- [ASSIGNMENT]: List, from the lines below, each one with "Siebert" in it.

---+---

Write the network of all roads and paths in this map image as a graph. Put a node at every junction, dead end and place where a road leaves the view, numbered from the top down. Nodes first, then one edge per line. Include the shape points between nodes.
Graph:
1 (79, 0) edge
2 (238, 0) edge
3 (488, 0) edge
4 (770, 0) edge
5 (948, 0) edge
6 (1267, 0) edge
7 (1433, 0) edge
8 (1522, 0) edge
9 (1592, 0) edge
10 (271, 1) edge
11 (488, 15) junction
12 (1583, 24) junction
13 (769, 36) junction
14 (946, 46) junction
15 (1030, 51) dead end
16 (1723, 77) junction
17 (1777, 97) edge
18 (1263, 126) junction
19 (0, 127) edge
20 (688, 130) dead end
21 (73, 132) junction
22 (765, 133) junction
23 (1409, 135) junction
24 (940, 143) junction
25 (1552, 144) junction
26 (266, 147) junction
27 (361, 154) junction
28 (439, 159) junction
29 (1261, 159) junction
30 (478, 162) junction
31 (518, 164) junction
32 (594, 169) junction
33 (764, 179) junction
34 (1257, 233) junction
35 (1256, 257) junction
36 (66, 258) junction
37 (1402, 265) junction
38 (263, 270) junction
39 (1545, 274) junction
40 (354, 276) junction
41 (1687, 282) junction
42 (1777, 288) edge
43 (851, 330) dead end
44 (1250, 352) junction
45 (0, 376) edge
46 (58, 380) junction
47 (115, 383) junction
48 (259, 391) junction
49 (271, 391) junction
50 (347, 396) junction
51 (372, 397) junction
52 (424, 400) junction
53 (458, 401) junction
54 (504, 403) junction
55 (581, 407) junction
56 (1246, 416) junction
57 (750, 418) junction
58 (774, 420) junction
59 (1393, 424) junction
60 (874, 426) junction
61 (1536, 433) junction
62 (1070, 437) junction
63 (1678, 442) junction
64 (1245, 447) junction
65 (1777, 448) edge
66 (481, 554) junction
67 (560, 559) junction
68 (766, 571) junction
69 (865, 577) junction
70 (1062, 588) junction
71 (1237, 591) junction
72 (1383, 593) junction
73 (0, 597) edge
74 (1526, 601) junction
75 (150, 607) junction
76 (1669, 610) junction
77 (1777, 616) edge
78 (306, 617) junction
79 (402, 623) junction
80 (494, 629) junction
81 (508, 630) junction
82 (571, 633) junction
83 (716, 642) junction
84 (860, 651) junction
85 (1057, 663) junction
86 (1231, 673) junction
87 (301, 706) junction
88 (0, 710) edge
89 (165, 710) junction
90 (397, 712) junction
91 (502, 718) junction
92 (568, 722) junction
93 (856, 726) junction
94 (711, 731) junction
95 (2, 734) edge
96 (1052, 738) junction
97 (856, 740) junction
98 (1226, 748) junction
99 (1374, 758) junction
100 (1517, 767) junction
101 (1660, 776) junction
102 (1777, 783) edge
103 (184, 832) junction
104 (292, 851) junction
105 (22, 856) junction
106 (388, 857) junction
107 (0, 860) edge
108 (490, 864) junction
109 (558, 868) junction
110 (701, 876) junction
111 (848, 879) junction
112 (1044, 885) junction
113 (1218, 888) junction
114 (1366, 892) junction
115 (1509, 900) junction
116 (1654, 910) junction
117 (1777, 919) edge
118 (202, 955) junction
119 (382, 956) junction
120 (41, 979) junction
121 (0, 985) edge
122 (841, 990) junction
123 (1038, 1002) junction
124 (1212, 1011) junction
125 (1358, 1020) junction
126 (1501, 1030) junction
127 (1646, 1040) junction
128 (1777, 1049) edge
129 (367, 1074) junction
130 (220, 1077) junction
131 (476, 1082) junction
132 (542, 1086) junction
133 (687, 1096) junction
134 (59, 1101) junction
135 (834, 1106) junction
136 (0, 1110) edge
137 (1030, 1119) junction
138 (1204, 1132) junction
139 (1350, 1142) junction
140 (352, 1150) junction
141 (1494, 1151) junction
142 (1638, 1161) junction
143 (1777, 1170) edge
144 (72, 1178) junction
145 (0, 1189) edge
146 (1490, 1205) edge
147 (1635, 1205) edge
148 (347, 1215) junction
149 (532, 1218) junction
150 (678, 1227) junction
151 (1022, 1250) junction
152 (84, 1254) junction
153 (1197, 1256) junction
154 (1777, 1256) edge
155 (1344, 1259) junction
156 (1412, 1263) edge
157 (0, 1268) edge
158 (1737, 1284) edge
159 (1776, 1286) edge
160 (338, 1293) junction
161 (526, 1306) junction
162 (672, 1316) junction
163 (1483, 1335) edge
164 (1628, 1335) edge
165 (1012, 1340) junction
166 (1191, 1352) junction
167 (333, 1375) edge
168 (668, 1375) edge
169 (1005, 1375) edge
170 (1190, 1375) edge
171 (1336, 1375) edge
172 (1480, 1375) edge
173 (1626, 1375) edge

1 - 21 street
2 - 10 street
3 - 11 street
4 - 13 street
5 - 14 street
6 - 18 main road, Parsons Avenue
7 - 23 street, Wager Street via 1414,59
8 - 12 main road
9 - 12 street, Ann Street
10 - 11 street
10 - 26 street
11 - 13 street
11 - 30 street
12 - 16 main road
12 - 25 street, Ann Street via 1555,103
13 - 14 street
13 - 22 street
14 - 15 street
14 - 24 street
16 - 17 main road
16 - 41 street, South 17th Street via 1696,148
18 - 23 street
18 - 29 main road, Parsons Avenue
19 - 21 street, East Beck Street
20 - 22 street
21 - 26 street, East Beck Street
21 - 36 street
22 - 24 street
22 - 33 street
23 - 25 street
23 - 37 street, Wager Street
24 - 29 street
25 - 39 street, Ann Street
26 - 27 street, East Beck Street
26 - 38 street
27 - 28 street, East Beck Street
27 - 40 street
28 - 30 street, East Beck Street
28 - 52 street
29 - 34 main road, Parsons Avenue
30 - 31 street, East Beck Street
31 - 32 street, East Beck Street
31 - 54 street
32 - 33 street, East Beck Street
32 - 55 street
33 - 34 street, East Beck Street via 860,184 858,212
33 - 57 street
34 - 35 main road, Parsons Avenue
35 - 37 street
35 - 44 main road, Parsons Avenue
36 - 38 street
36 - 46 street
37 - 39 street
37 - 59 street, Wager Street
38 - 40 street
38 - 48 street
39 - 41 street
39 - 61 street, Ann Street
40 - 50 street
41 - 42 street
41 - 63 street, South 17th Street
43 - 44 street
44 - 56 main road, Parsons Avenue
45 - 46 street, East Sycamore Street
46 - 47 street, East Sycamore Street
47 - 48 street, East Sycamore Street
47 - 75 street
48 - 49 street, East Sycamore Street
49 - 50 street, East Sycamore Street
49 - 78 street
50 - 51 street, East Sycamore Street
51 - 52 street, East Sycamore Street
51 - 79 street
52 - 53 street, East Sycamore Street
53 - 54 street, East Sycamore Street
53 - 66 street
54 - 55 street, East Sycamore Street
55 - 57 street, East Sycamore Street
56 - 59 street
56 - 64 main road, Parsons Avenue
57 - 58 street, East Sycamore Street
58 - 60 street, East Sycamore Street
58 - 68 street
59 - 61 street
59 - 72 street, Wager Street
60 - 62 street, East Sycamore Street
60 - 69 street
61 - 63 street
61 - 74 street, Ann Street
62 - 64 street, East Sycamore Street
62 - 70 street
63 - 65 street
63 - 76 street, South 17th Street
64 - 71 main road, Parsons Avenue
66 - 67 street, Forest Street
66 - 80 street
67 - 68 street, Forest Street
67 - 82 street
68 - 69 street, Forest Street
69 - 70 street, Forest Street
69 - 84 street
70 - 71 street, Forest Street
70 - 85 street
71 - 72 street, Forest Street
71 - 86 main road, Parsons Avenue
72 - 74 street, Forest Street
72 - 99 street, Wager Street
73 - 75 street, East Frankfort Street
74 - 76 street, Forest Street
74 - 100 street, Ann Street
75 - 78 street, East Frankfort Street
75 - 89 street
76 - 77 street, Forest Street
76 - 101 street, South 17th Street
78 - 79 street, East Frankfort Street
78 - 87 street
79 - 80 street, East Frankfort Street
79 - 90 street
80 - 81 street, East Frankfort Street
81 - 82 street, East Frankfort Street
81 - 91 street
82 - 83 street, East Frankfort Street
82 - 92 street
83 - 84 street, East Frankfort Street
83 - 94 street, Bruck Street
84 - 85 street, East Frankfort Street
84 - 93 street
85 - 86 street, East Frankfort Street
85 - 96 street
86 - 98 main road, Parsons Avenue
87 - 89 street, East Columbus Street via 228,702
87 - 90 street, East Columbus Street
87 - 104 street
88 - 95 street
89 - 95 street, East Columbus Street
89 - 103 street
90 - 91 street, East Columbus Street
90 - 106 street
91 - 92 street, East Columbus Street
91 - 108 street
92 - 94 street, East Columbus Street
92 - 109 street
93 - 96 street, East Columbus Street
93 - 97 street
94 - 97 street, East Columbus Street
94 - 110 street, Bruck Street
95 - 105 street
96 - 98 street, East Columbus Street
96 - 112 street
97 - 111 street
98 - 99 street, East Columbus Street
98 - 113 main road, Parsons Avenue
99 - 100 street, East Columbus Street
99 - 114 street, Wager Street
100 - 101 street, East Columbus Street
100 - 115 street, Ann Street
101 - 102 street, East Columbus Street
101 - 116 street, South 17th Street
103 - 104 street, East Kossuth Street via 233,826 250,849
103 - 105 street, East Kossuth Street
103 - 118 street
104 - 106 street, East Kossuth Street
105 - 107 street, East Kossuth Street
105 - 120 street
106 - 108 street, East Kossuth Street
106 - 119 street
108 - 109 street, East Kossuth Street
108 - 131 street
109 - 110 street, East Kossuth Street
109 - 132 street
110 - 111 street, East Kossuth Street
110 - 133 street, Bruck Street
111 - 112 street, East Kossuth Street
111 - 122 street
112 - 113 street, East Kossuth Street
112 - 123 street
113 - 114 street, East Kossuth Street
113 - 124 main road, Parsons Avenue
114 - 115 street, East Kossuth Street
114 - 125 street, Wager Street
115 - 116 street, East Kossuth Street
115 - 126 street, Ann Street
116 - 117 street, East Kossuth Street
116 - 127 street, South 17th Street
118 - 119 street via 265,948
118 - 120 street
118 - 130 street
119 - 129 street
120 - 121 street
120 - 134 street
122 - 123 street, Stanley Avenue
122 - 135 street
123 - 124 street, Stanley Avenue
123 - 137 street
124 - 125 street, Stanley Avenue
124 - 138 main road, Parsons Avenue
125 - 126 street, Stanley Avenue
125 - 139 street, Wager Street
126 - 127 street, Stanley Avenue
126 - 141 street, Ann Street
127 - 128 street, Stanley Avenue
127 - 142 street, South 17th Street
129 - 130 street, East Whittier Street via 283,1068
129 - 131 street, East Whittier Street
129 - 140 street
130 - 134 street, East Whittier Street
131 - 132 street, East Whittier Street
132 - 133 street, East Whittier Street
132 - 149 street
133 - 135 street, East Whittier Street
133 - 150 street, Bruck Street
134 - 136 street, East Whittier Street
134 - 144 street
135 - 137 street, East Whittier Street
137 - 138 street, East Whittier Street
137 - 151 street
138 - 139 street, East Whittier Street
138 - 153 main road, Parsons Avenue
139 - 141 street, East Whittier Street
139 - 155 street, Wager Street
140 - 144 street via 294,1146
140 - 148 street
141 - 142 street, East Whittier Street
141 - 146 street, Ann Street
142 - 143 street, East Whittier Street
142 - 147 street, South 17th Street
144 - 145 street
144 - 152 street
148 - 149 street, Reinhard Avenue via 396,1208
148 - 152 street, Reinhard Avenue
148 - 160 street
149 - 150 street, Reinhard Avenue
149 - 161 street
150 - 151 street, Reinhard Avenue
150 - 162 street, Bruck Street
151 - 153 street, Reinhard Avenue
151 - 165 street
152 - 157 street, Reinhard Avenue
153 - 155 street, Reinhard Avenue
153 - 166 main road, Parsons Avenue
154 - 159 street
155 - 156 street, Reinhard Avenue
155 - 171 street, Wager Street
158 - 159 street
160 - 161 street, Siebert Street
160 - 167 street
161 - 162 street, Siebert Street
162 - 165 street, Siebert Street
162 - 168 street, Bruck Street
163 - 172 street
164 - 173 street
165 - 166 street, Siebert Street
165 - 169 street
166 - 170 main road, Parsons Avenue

---+---

- [RESPONSE]:
160 - 161 street, Siebert Street
161 - 162 street, Siebert Street
162 - 165 street, Siebert Street
165 - 166 street, Siebert Street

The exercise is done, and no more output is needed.